▶ [Collected data entries]:
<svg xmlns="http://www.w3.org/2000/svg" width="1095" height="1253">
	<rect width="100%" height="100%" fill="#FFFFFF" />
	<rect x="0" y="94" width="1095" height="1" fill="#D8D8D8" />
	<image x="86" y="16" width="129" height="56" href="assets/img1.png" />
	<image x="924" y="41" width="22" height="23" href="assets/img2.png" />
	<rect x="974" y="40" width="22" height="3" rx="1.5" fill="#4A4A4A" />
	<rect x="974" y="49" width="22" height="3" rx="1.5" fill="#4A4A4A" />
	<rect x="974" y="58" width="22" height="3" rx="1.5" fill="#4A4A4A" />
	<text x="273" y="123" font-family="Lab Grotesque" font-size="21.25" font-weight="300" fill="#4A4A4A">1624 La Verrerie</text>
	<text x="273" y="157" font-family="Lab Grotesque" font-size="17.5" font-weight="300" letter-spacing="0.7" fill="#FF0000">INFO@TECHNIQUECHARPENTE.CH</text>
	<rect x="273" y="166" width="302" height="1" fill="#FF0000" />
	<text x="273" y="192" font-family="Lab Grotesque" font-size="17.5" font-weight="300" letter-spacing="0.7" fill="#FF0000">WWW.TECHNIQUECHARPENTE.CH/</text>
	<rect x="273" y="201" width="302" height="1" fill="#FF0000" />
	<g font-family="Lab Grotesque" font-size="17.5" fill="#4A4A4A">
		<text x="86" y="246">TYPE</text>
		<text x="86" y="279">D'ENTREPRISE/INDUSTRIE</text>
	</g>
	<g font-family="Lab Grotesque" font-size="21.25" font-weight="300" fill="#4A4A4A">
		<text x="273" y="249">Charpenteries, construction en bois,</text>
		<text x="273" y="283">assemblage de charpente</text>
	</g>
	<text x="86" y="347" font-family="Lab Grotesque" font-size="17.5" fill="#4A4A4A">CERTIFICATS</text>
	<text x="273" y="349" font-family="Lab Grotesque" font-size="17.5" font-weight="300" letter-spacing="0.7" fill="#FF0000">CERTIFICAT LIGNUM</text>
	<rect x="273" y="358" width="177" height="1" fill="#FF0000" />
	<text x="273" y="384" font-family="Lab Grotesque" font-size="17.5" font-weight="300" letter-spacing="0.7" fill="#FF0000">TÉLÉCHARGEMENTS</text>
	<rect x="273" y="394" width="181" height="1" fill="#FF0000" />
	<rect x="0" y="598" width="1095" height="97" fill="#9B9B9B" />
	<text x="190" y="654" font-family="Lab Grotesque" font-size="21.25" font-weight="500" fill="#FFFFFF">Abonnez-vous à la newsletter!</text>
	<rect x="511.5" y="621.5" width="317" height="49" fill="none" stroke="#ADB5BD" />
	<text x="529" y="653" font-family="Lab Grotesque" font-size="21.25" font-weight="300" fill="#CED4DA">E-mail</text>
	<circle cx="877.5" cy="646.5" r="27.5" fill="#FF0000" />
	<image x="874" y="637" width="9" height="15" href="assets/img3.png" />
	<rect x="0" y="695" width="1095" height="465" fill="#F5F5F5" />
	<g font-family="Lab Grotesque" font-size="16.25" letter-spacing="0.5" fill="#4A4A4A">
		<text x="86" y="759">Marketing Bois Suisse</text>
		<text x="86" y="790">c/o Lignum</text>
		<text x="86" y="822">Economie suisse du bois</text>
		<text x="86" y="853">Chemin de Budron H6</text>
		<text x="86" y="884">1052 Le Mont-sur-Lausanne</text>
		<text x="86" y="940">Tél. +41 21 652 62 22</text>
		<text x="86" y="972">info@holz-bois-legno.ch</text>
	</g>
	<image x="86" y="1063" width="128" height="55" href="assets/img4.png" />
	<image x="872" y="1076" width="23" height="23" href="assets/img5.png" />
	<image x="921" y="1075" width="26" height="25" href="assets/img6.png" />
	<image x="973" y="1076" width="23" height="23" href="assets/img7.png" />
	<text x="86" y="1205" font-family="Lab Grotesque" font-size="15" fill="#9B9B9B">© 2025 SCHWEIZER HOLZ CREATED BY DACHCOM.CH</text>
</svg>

▶ [Task prompt]:
The answer should be the exact lines running from the line containing "CREATED BY DACHCOM.CH</text>" to the last line of the entries, with nothing else.

▶ [Answer to this exercise]:
	<text x="86" y="1205" font-family="Lab Grotesque" font-size="15" fill="#9B9B9B">© 2025 SCHWEIZER HOLZ CREATED BY DACHCOM.CH</text>
</svg>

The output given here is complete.